DREDF’s full position, in fact, is that network adequacy standards should outright incorporate requirements for physically and programmatically accessible provider networks within network adequacy standards. That is, if a state chooses to adopt time and distance standards, those standards need to explicitly require a choice of physically and programmatically accessible provider offices available to enrollees with disabilities, as well as established policies and procedures that will apply where those standards are not met, such as out-of-network referrals or transportation to providers that lie outside of the usual time/distance standards. In the absence of such an explicit incorporation of physical and programmatically accessible standards, then a requirement for out-of-network coverage of physically and programmatically accessible providers at least gives QHPs an excellent incentive to improve and maintain physical and programmatic accessibility within their existing networks, including when there is any tiering within those networks.

In the Proposed Rule, each QHP must either: 1) count cost-sharing paid by an enrollee for an EHB service provided by an out-of-network provider in an in-network setting toward the enrollee’s annual limitation on cost sharing, or 2) provide a written notice to the enrollee at least 10 business days before the service is to be provided, alerting the enrollee to possible added costs, including balance billing charges, incurred for such a situation and that such charges may not count toward the in-network annual cost sharing limit.
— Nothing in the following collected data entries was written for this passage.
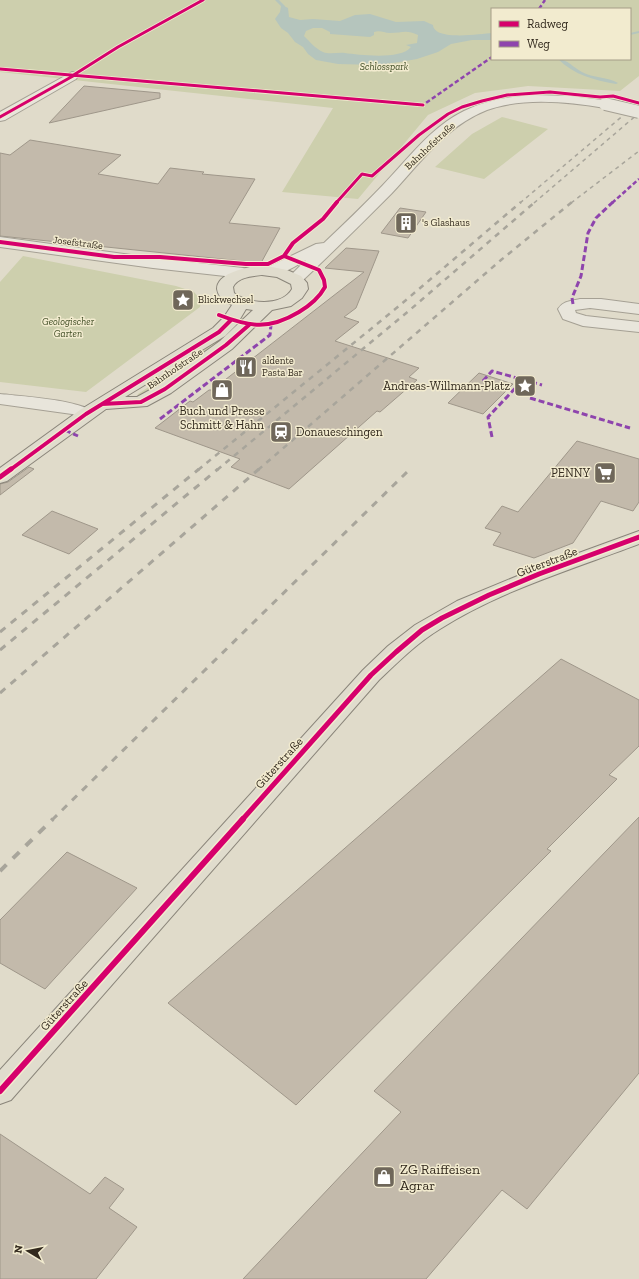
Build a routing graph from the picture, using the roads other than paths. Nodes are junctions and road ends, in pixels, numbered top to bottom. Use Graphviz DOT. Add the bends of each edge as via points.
graph roads {
  1 [pos="72,76"];
  2 [pos="639,112"];
  3 [pos="0,118"];
  4 [pos="339,237"];
  5 [pos="0,242"];
  6 [pos="154,263"];
  7 [pos="272,271"];
  8 [pos="243,273"];
  9 [pos="295,279"];
  10 [pos="225,286"];
  11 [pos="241,303"];
  12 [pos="267,306"];
  13 [pos="639,310"];
  14 [pos="639,327"];
  15 [pos="0,399"];
  16 [pos="102,404"];
  17 [pos="86,414"];
  18 [pos="0,477"];
  19 [pos="639,537"];
  20 [pos="0,1092"];
  1 -- 3 [label="street"];
  2 -- 4 [label="street, Bahnhofstraße, bridge" via="579,100 536,99 489,105 451,124"];
  4 -- 7 [label="street, Bahnhofstraße"];
  4 -- 9 [label="street, Bahnhofstraße"];
  5 -- 6 [label="street, Josefstraße"];
  6 -- 8 [label="street, Josefstraße"];
  6 -- 10 [label="street, Josefstraße"];
  7 -- 8 [label="main road"];
  7 -- 9 [label="main road"];
  8 -- 10 [label="main road" via="231,279"];
  9 -- 12 [label="main road" via="299,284 296,295 279,304"];
  10 -- 11 [label="main road" via="228,296"];
  11 -- 12 [label="main road"];
  11 -- 16 [label="main road, Bahnhofstraße" via="231,320 219,332"];
  12 -- 16 [label="main road, Bahnhofstraße" via="226,345 165,389 141,402"];
  13 -- 14 [label="street" via="579,303 566,309 568,316 583,321"];
  15 -- 17 [label="street" via="76,409"];
  16 -- 17 [label="main road, Bahnhofstraße"];
  17 -- 18 [label="main road, Bahnhofstraße"];
  19 -- 20 [label="main road, Güterstraße" via="488,596 441,619 398,648 371,675"];
}
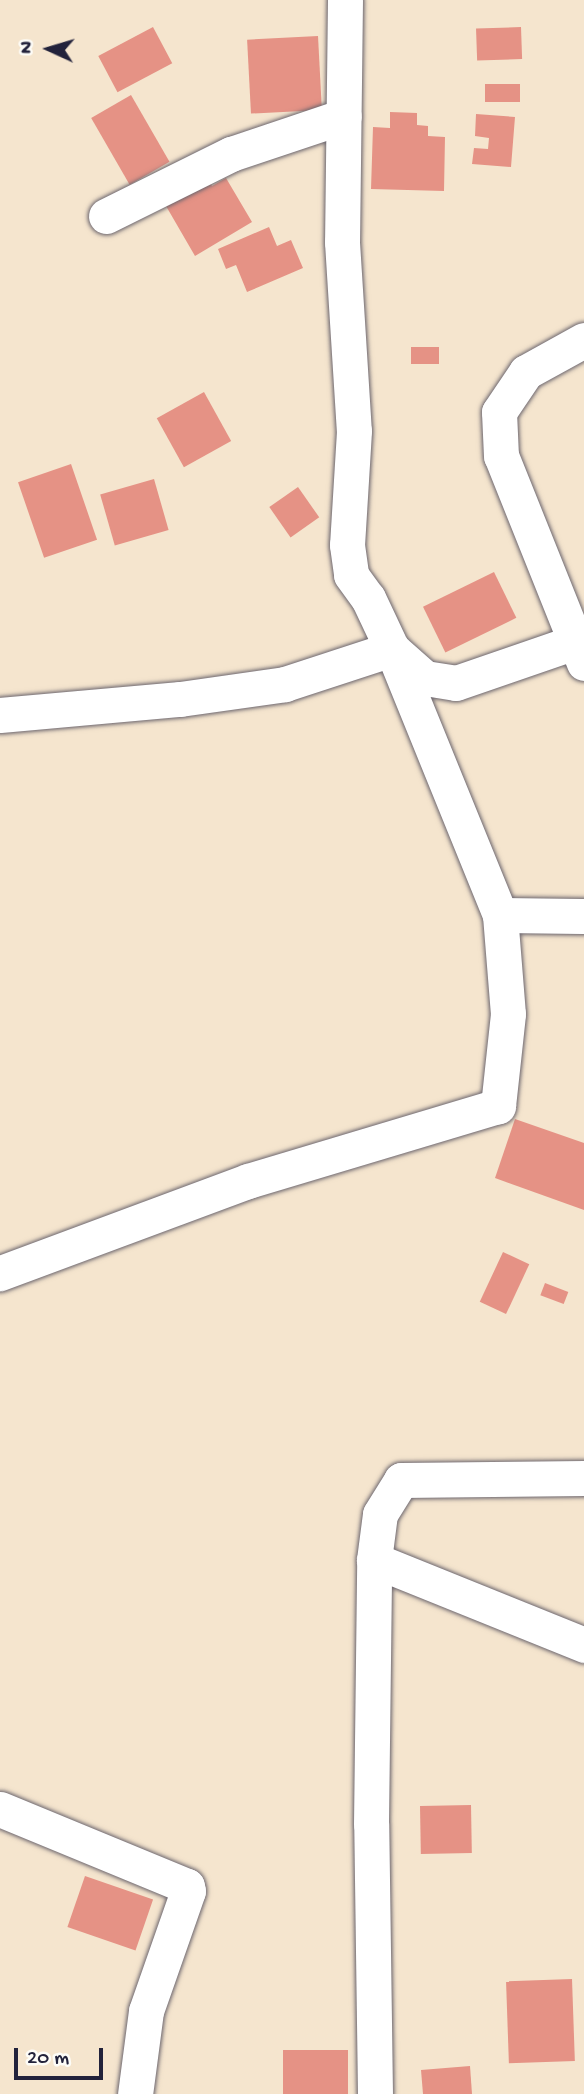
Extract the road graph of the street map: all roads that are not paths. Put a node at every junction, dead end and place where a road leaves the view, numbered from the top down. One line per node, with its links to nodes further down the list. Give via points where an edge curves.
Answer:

When an individual must use an out-of-network provider because there is no provider available in-network that is capable of providing a covered benefit, or no provider that is physically or programmatically accessible to the individual that also meets applicable network adequacy standards, that person must not be penalized by the health plan. For example, cost-sharing and other requirements for the receipt of out-of-network care should follow the same protections set forth by the plan as if the care was contracted as in-network. Plans should demonstrate that they maintain an adequate and timely approval process for out-of-network services, utilize appropriate clinical standards in evaluating requests, and have a clear, transparent, and timely appeals process for denied services.
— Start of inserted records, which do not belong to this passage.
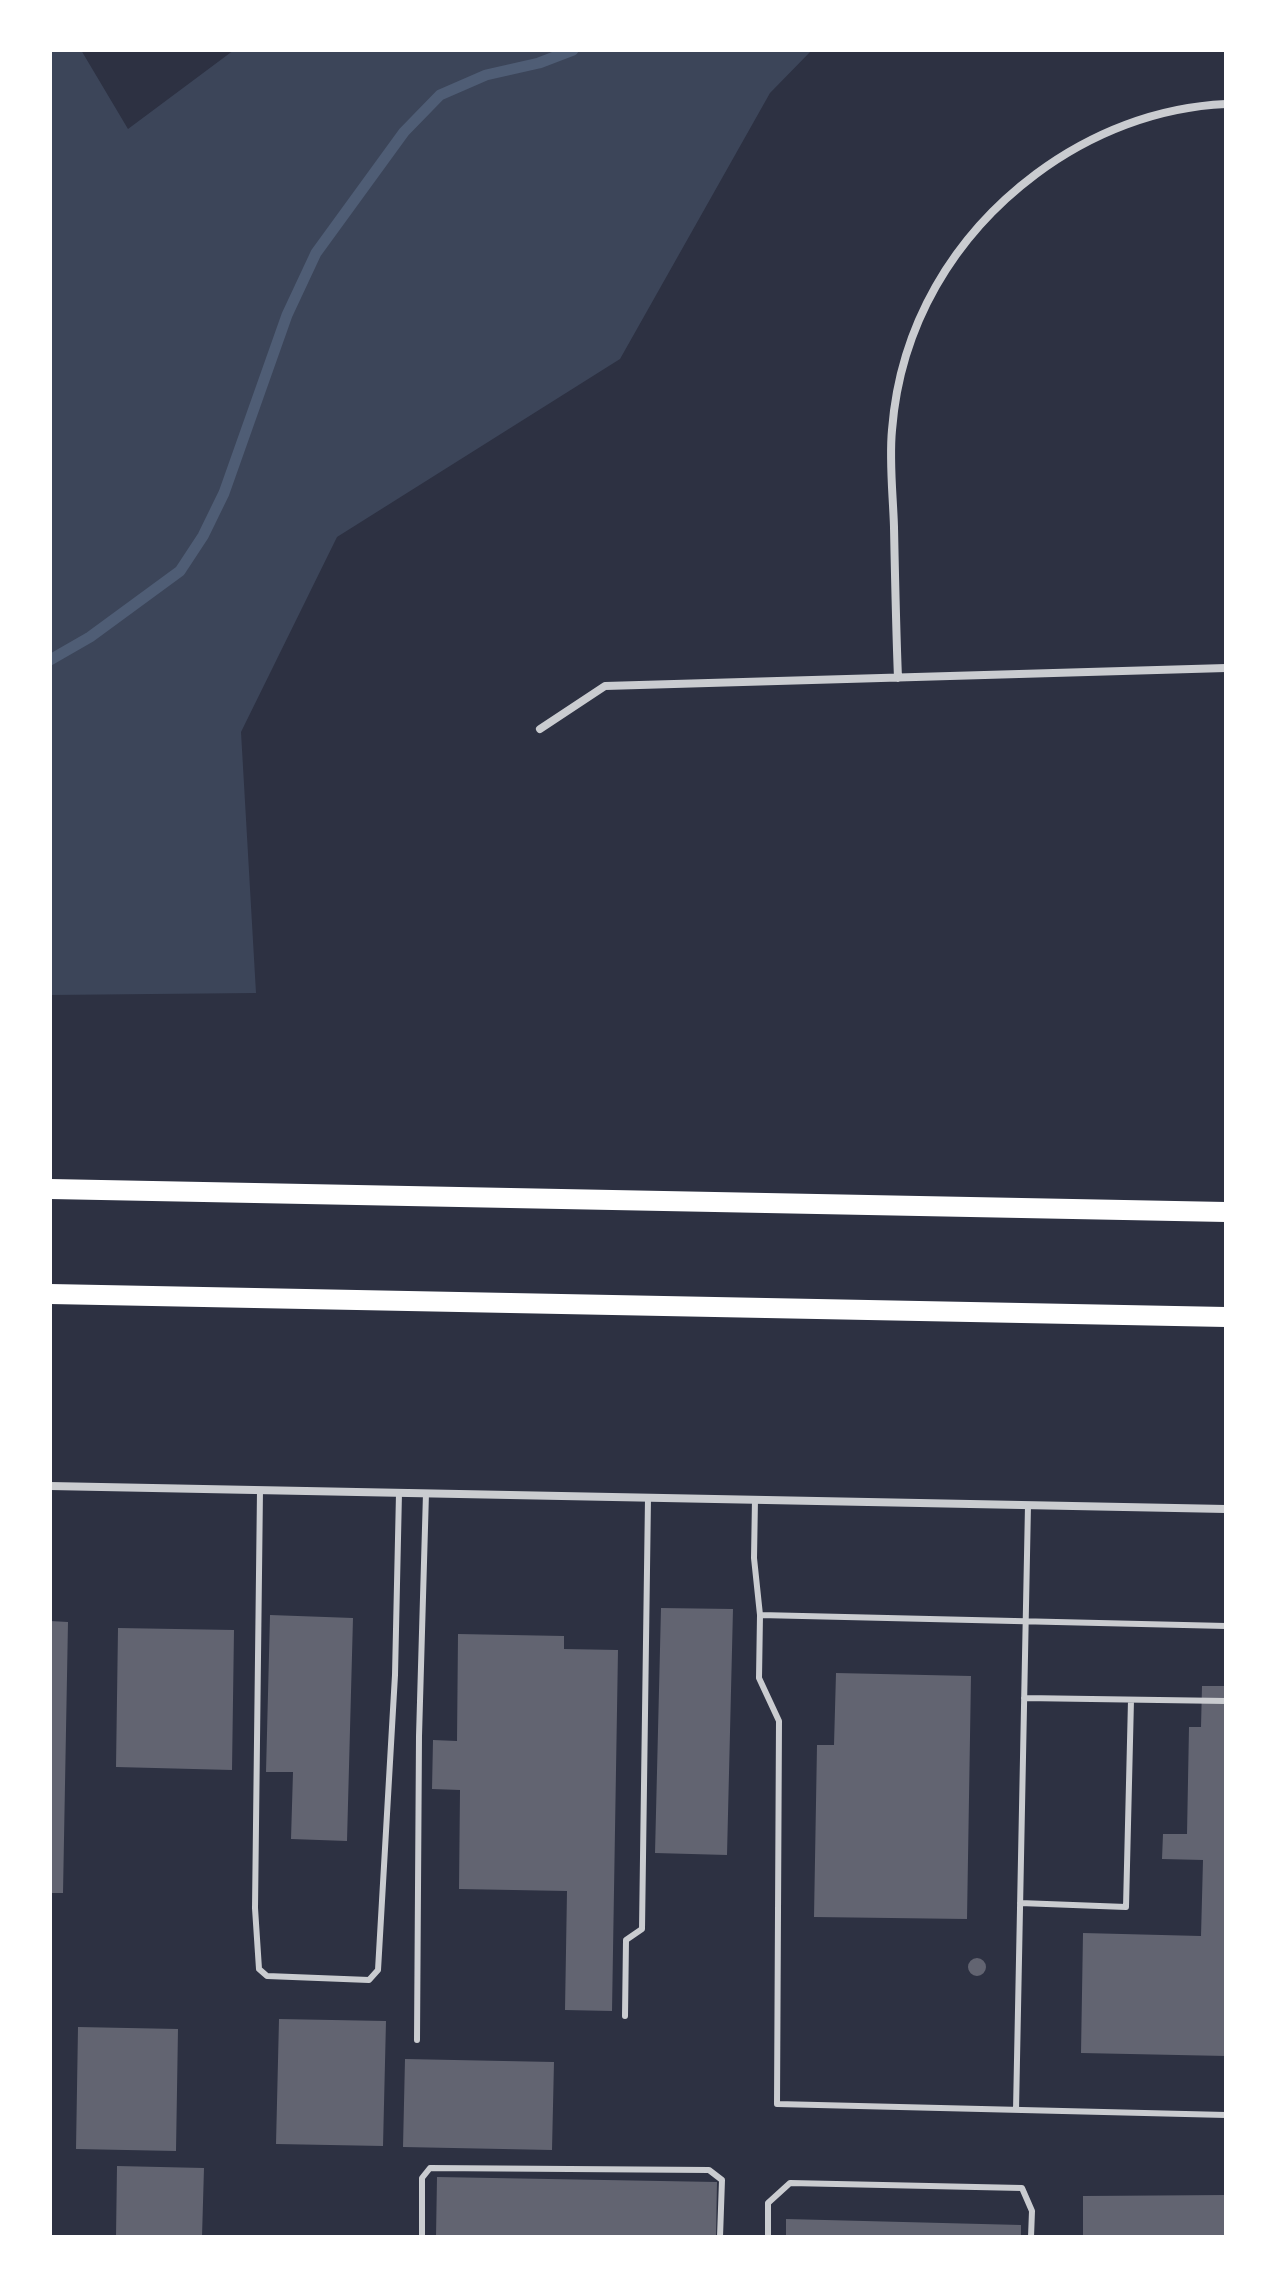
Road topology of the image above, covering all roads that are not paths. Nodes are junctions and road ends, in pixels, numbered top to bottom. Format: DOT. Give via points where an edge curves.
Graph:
graph roads {
  1 [pos="1226,104"];
  2 [pos="1226,668"];
  3 [pos="898,678"];
  4 [pos="540,729"];
  5 [pos="50,1189"];
  6 [pos="1226,1212"];
  7 [pos="50,1294"];
  8 [pos="1226,1317"];
  9 [pos="50,1486"];
  10 [pos="260,1490"];
  11 [pos="399,1493"];
  12 [pos="426,1493"];
  13 [pos="648,1498"];
  14 [pos="755,1499"];
  15 [pos="1028,1505"];
  16 [pos="1226,1509"];
  17 [pos="760,1615"];
  18 [pos="1026,1622"];
  19 [pos="1226,1626"];
  20 [pos="1024,1698"];
  21 [pos="1131,1700"];
  22 [pos="1226,1701"];
  23 [pos="1020,1903"];
  24 [pos="625,2016"];
  25 [pos="417,2040"];
  26 [pos="1016,2110"];
  27 [pos="1226,2115"];
  28 [pos="422,2237"];
  29 [pos="720,2237"];
  30 [pos="768,2237"];
  31 [pos="1031,2237"];
  1 -- 3 [label="street" via="1176,109 1128,124 1058,158 992,210 946,266 909,342 892,431"];
  2 -- 3 [label="street"];
  3 -- 4 [label="street" via="605,686"];
  5 -- 6 [label="main road"];
  7 -- 8 [label="main road"];
  9 -- 10 [label="street"];
  10 -- 11 [label="street"];
  10 -- 11 [label="lane" via="255,1908 259,1969 267,1976 369,1980 378,1970 395,1675"];
  11 -- 12 [label="street"];
  12 -- 13 [label="street"];
  12 -- 25 [label="lane"];
  13 -- 14 [label="street"];
  13 -- 24 [label="lane" via="642,1929 626,1940"];
  14 -- 15 [label="street"];
  14 -- 17 [label="lane"];
  15 -- 16 [label="street"];
  15 -- 18 [label="lane"];
  17 -- 18 [label="lane"];
  17 -- 26 [label="lane" via="759,1678 779,1721 777,2104"];
  18 -- 19 [label="lane"];
  18 -- 20 [label="lane"];
  20 -- 21 [label="lane"];
  20 -- 23 [label="lane"];
  21 -- 22 [label="lane"];
  21 -- 23 [label="lane" via="1126,1907"];
  23 -- 26 [label="lane"];
  26 -- 27 [label="lane"];
  28 -- 29 [label="lane" via="422,2178 430,2168 709,2170 722,2180"];
  30 -- 31 [label="lane" via="768,2203 790,2183 1022,2188 1032,2211"];
}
DREDF also proposes that CMS prohibit additional out-of-pocket costs to consumers who are referred out of network for disability-related access reasons. This will also provide a strong and needed incentive to QHPs to build physically and programmatically accessible provider networks that are adequate to meet the treatment and benefit needs of their enrollees with disabilities. If that recommendation is too problematic for this year’s proposed rule, then at the very least, we recommend that §156.230(e)(2) be revised to make it clear that consumer cost-sharing paid to a provider under this provision also counts toward the maximum out-of-pocket (MOOP) limit and that consumers not be subject to balance billing. This is necessary to ensure that consumers are held harmless when they lose access to a provider partway through their plan year, when they have no ability to switch to a different plan.

Continuity of Care

Sadly, there are circumstances that will place an individual at risk of not being able to obtain care if a plan becomes insolvent or engages in other transactions that impact patient care. It is especially important that a person’s care not be disrupted as the result of provider network or corporate change. Without strong delineated continuity of care protections, fragmented care can threaten the health and well-being of the individual or result in exorbitant out-of-pocket costs through out-of-network cost sharing rates.
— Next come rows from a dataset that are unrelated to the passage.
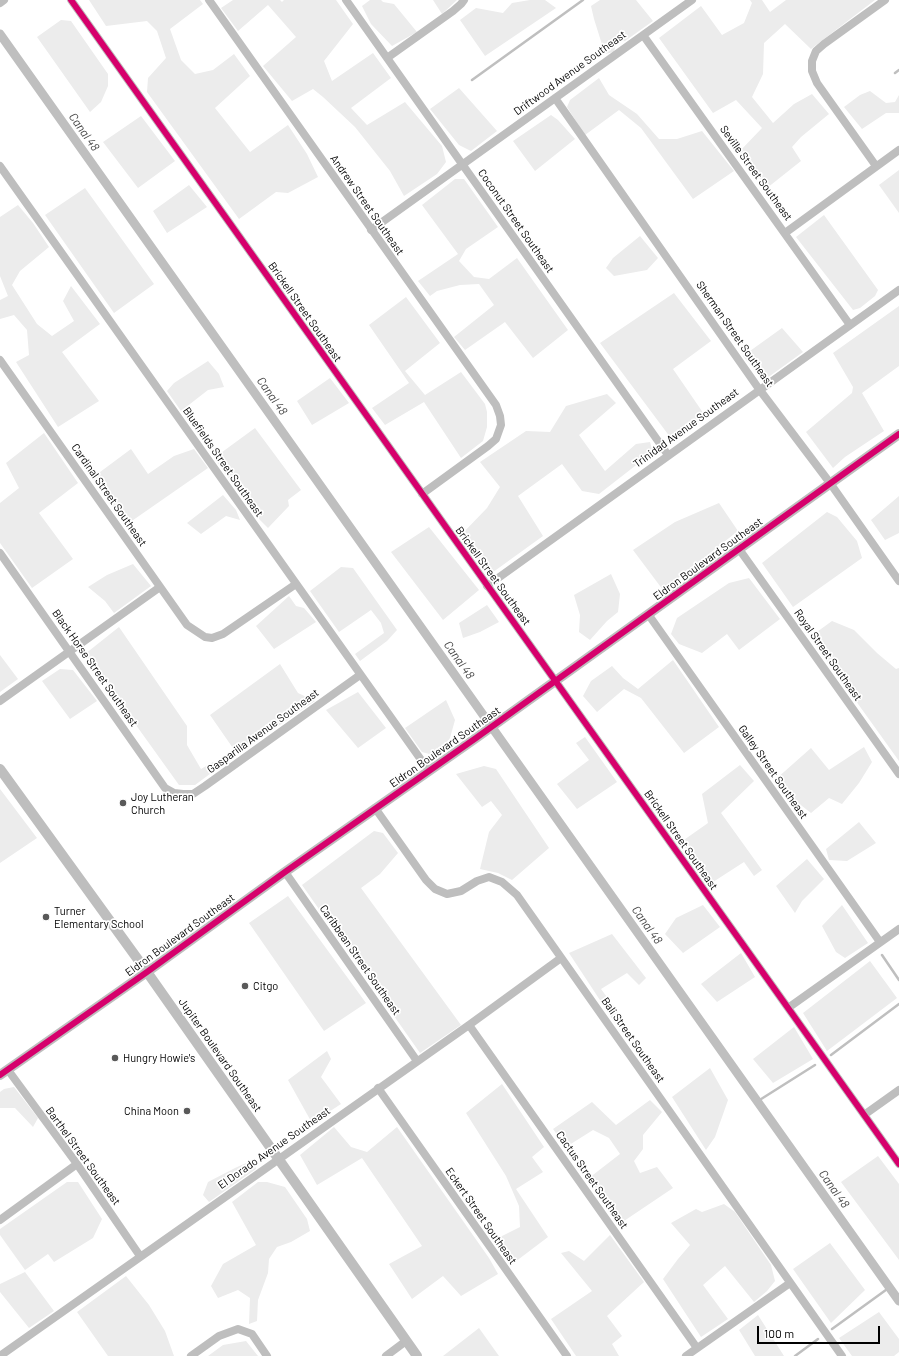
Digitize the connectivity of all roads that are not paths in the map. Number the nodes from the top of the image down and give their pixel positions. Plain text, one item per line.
1 (4, 0) edge
2 (71, 0) edge
3 (209, 0) edge
4 (346, 0) edge
5 (464, 0) edge
6 (692, 0) edge
7 (885, 0) edge
8 (0, 3) edge
9 (643, 35) junction
10 (387, 58) junction
11 (555, 98) junction
12 (899, 150) edge
13 (462, 164) junction
14 (0, 166) edge
15 (876, 166) junction
16 (371, 230) junction
17 (785, 233) junction
18 (899, 290) edge
19 (850, 325) junction
20 (0, 360) edge
21 (760, 389) junction
22 (899, 434) edge
23 (668, 455) junction
24 (830, 483) junction
25 (422, 494) junction
26 (738, 549) junction
27 (0, 553) edge
28 (899, 581) edge
29 (296, 584) junction
30 (487, 586) junction
31 (160, 587) junction
32 (648, 614) junction
33 (70, 652) junction
34 (360, 675) junction
35 (556, 680) junction
36 (0, 701) edge
37 (0, 769) edge
38 (429, 771) junction
39 (899, 774) edge
40 (174, 793) joint
41 (375, 808) junction
42 (286, 872) junction
43 (899, 929) edge
44 (880, 942) junction
45 (561, 958) junction
46 (147, 972) junction
47 (788, 1008) junction
48 (469, 1025) junction
49 (417, 1061) junction
50 (4, 1072) edge
51 (378, 1088) junction
52 (899, 1090) edge
53 (864, 1115) junction
54 (277, 1159) junction
55 (77, 1164) junction
56 (899, 1164) edge
57 (0, 1220) edge
58 (140, 1256) junction
59 (790, 1283) junction
60 (406, 1341) junction
61 (697, 1348) junction
62 (0, 1356) edge
63 (191, 1356) edge
64 (267, 1356) edge
65 (386, 1356) edge
66 (417, 1356) edge
67 (567, 1356) edge
68 (686, 1356) edge
69 (842, 1356) edge

1 - 8 street
2 - 25 street, Brickell Street Southeast
3 - 16 street, Andrew Street Southeast
4 - 10 street, Coconut Street Southeast
5 - 10 street
6 - 9 street, Driftwood Avenue Southeast
7 - 15 street
9 - 11 street, Driftwood Avenue Southeast
9 - 17 street, Seville Street Southeast
10 - 13 street, Coconut Street Southeast
11 - 13 street, Driftwood Avenue Southeast
11 - 21 street, Sherman Street Southeast
12 - 15 street
13 - 16 street, Driftwood Avenue Southeast
13 - 23 street, Coconut Street Southeast
14 - 29 street, Bluefields Street Southeast
15 - 17 street
16 - 25 street, Andrew Street Southeast
17 - 19 street, Seville Street Southeast
18 - 19 street, Trinidad Avenue Southeast
19 - 21 street, Trinidad Avenue Southeast
20 - 31 street, Cardinal Street Southeast
21 - 23 street, Trinidad Avenue Southeast
21 - 24 street, Sherman Street Southeast
22 - 24 street, Eldron Boulevard Southeast
23 - 30 street, Trinidad Avenue Southeast
24 - 26 street, Eldron Boulevard Southeast
24 - 28 street, Sherman Street Southeast
25 - 30 street, Brickell Street Southeast
26 - 32 street, Eldron Boulevard Southeast
26 - 39 street, Royal Street Southeast
27 - 33 street, Black Horse Street Southeast
29 - 31 street, Cardinal Street Southeast
29 - 34 street, Bluefields Street Southeast
30 - 35 street, Brickell Street Southeast
31 - 33 street
32 - 35 street, Eldron Boulevard Southeast
32 - 44 street, Galley Street Southeast
33 - 36 street
33 - 40 street, Black Horse Street Southeast
34 - 38 street, Bluefields Street Southeast
34 - 40 street, Gasparilla Avenue Southeast
35 - 38 street, Eldron Boulevard Southeast
35 - 47 street, Brickell Street Southeast
37 - 46 street, Jupiter Boulevard Southeast
38 - 41 street, Eldron Boulevard Southeast
41 - 42 street, Eldron Boulevard Southeast
41 - 45 street, Bali Street Southeast
42 - 46 street, Eldron Boulevard Southeast
42 - 49 street, Caribbean Street Southeast
43 - 44 street
44 - 47 street
45 - 48 street, El Dorado Avenue Southeast
45 - 59 street, Bali Street Southeast
46 - 50 street, Eldron Boulevard Southeast
46 - 54 street, Jupiter Boulevard Southeast
47 - 53 street, Brickell Street Southeast
48 - 49 street, El Dorado Avenue Southeast
48 - 61 street, Cactus Street Southeast
49 - 51 street, El Dorado Avenue Southeast
50 - 55 street, Barthel Street Southeast
51 - 54 street, El Dorado Avenue Southeast
51 - 67 street, Eckert Street Southeast
52 - 53 street
53 - 56 street, Brickell Street Southeast
54 - 58 street, El Dorado Avenue Southeast
54 - 60 street, Jupiter Boulevard Southeast
55 - 57 street
55 - 58 street, Barthel Street Southeast
58 - 62 street, El Dorado Avenue Southeast
59 - 61 street
59 - 69 street, Bali Street Southeast
60 - 65 street
60 - 66 street, Jupiter Boulevard Southeast
61 - 68 street
63 - 64 street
HHS has proposed that if a patient is in active treatment and a provider is terminated from the network without cause, the patient can continue treatment with that provider for up to 90 days. We would also recommend that continuity of care protections should extend to transition prescription fills when switching to a new health plan and that HHS require, not simply urge, that plans provide 30-day transition fills for off-formulary medicines or those under utilization management. Finally, we recommend that in the case of critical providers such as wheelchair seating providers who serve consumes with complex rehabilitation needs, the enrollee should be able to continue working with that provider for the life of the equipment, including coverage for repairs and custom seat fittings.

Payments Made to QHPs by Third Parties on Behalf of QHP Enrollees

We support the ability of third-party entities, including federal and state government and Indian tribes, to contribute to patient premiums and cost-sharing. To have this ability increases access to health care for individuals in need of services and treatments, including prescription medications, who may not otherwise be able to afford them. We appreciate HHS efforts to clarify the programs that would meet the definition of state and government programs to be more inclusive and include subdivisions and local governments. We also support that third party payments can be made by these government’s grantees or sub-grantees. Finally, we strongly support the inclusion of not-for-profit, charitable organizations
as entities that would be allowed to make payments for premiums and cost-sharing.

Proposed Standardized Benefits Option (SBO)

DREDF supports the intent to simplify the experience of shopping for a qualified health plan (QHP) through standardized benefit options. However, we do believe there is a need for caution. “Standardization” should not be taken by QHPs as an opportunity to provide benefit packages that consistently fail to serve the treatment and equipment needs of lower-incidence disabilities. For example, in the standardization process, if there are groups of benefits that are less than adequate, such as benefits for children or visits to physical, occupational or speech therapy or hearing services, we must be careful not to “freeze” them in place as a standard across numerous plans.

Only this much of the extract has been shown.